Judge indefinitely postpones Trump’s classified documents case after evidence wasn’t properly maintained

News & Politics

On Tuesday, United States District Judge Aileen M. Cannon indefinitely postponed the trial date for the classified documents case against former President Donald Trump.

Trump was charged with 40 criminal counts for allegedly maintaining sensitive records after he left the White House in January 2021. He was also accused of obstructing the federal government’s attempts to retrieve the papers.

“It never occurred to us … that the prosecution team could not be trusted to perform the basic task of maintaining the integrity of such evidence.”

In August 2022, the Federal Bureau of Investigation executed a raid at Mar-a-Lago, Trump’s Florida estate. Photographs from the search shared with the public showed disorganized stacks of redacted documents and colored cover sheets.

According to a recent court filing, the cover sheets were positioned and photographed by the FBI as placeholders for alleged sensitive documents.

Blaze News investigative journalist Steve Baker stated, “The fact that the DOJ prosecutors or FBI investigators might ‘jumble’ or ‘manipulate’ evidence is hardly a surprise — especially considering what we’ve seen over the last three-plus years since January 6. I’ve personally witnessed and reported on the manipulation, embellishment, and even the purposeful exclusion of exculpatory evidence while covering high-profile J6 trials. The Department of Justice has often done this — seemingly in coordination with the assigned judges — including irrefutable subornation of perjury by federal police officers in the first Oath Keepers trials.”

United States Department of Justice Special Counsel Jack Smith wrote, “If a box contained potentially privileged material and fell within the scope of the search warrant, the filter team seized the box for later closer review. If a box did not contain potentially privileged documents, the filter team provided the box to the investigative team for on-site review, and if the investigative team found a document with classification markings, it removed the document, segregated it, and replaced it with a placeholder sheet.”

“The investigative team used classified cover sheets for that purpose, until the FBI ran out because there were so many classified documents, at which point the team began using blank sheets with handwritten notes indicating the classification level of the document(s) seized,” he added.

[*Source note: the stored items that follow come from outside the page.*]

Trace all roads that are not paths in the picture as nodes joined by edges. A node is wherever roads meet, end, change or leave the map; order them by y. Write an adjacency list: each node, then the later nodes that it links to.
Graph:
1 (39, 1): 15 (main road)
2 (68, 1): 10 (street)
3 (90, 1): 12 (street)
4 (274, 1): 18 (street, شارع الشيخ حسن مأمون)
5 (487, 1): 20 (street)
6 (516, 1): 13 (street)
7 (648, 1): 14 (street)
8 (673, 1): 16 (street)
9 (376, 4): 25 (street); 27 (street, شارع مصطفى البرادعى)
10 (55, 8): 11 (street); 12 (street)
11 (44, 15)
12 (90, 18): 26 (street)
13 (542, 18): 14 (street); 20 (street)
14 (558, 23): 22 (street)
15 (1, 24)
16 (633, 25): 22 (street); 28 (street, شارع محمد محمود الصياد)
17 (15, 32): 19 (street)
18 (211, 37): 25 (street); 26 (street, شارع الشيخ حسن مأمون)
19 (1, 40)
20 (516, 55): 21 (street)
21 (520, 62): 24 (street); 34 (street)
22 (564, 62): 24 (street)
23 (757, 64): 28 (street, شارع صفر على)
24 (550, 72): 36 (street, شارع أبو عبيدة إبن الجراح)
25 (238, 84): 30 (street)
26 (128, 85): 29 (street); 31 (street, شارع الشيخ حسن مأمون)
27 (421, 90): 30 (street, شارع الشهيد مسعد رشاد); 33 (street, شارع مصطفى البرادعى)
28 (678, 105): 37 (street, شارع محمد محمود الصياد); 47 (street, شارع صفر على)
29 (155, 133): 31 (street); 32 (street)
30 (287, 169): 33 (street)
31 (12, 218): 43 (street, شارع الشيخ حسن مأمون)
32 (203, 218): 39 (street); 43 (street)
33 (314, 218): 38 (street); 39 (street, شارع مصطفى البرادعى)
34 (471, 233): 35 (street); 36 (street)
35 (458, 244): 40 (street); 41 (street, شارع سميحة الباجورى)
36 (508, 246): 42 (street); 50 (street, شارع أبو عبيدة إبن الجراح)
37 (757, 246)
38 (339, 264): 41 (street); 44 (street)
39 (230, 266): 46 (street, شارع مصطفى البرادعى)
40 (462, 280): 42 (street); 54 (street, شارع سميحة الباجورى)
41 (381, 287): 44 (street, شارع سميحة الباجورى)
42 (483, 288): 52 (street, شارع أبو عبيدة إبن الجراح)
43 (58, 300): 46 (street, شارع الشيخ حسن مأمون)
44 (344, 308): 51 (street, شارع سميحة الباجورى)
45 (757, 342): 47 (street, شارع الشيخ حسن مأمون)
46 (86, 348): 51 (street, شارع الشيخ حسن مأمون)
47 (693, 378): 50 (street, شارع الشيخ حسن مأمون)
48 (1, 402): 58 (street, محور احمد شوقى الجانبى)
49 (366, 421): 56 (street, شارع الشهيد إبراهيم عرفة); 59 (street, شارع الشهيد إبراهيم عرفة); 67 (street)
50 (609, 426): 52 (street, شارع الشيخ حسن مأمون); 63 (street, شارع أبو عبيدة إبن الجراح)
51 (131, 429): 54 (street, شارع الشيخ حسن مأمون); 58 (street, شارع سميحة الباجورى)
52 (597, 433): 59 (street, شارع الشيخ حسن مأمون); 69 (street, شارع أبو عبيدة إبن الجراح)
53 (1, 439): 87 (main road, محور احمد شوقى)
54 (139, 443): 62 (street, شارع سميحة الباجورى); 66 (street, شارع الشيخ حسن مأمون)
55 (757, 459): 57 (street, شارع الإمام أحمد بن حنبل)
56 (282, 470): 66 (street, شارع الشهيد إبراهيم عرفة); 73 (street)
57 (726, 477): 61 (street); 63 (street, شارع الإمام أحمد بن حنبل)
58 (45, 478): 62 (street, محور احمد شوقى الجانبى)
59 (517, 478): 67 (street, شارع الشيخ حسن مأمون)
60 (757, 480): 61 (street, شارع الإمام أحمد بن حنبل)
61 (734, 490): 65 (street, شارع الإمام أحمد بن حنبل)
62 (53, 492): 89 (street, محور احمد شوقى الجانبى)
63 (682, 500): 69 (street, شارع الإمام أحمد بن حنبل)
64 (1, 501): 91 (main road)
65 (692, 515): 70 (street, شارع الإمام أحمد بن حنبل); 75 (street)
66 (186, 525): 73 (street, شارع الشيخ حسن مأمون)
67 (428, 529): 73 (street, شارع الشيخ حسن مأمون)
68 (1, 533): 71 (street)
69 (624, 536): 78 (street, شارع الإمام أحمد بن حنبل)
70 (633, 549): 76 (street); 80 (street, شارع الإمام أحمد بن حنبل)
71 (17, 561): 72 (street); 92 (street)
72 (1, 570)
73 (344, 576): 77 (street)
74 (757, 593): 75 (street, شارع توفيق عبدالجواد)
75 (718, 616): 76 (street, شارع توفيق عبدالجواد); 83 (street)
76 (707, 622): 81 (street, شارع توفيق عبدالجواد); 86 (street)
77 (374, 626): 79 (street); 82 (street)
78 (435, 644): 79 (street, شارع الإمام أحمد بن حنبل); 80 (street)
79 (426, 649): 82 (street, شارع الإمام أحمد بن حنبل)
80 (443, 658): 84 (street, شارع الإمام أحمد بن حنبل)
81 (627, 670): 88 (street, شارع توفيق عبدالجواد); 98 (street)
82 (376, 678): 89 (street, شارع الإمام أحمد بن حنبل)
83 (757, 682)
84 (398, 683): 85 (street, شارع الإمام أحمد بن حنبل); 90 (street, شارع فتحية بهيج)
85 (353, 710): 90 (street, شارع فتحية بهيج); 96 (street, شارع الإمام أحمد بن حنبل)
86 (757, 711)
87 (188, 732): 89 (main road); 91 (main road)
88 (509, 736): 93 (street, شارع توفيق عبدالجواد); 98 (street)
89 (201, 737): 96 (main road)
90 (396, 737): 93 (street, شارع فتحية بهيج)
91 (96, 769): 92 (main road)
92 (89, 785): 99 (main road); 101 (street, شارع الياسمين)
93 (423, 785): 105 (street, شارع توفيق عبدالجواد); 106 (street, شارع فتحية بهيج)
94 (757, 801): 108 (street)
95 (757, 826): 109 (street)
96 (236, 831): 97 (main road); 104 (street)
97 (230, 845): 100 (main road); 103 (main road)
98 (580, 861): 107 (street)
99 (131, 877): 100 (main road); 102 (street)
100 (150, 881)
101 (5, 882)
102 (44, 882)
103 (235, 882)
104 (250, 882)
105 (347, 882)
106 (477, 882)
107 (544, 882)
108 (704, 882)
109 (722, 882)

Additionally, Smith admitted that the FBI “was not focused on maintaining the sequence of documents within each box.” Since the boxes have been seized, certain personnel have had access to them.

“[T]here are some boxes where the order of items within that box is not the same as in the associated scans. There are several possible explanations, including … the size and shape of certain items in the boxes possibly leading to movement of items. For example, the boxes contain items smaller than standard paper such as index cards, books, and stationary, which shift easily when the boxes are carried, especially because many of the boxes are not full,” Smith wrote in a recent court filing.

A footnote added, “The Government acknowledges that this is inconsistent with what Government counsel previously understood and represented to the Court.”

On Tuesday, Trump’s attorneys filed a motion in response to the new admission.

Trump’s lawyers wrote, “President Trump and counsel are deeply troubled to be learning of these facts approximately 11 months after the charges were filed in this case. The May 3, 2024, disclosures by the Special Counsel’s Office raise questions about the investigation and the handling of evidence that must be addressed before the matter proceeds.”

“It never occurred to us, until last Friday, that the prosecution team could not be trusted to perform the basic task of maintaining the integrity of such evidence despite the expansive resources at their disposal,” Trump’s defense team wrote. “[I]t is likely that President Trump will file additional motions for sanctions based on spoliation, including a motion to dismiss the charges if the Office cannot prove in a reliable way how it seized and handled the key evidence in the case, which will be a central issue at any trial.”

On Tuesday, Cannon moved to postpone the trial date, stating that it would be “imprudent” to schedule a date before addressing the pre-trial motions.

“The Court therefore vacates the current May 20, 2024, trial date (and associated calendar call), to be reset by separate order following resolution of the matters before the Court, consistent with Defendants’ right to due process and the public’s interest in the fair and efficient administration of justice,” Cannon wrote in her decision.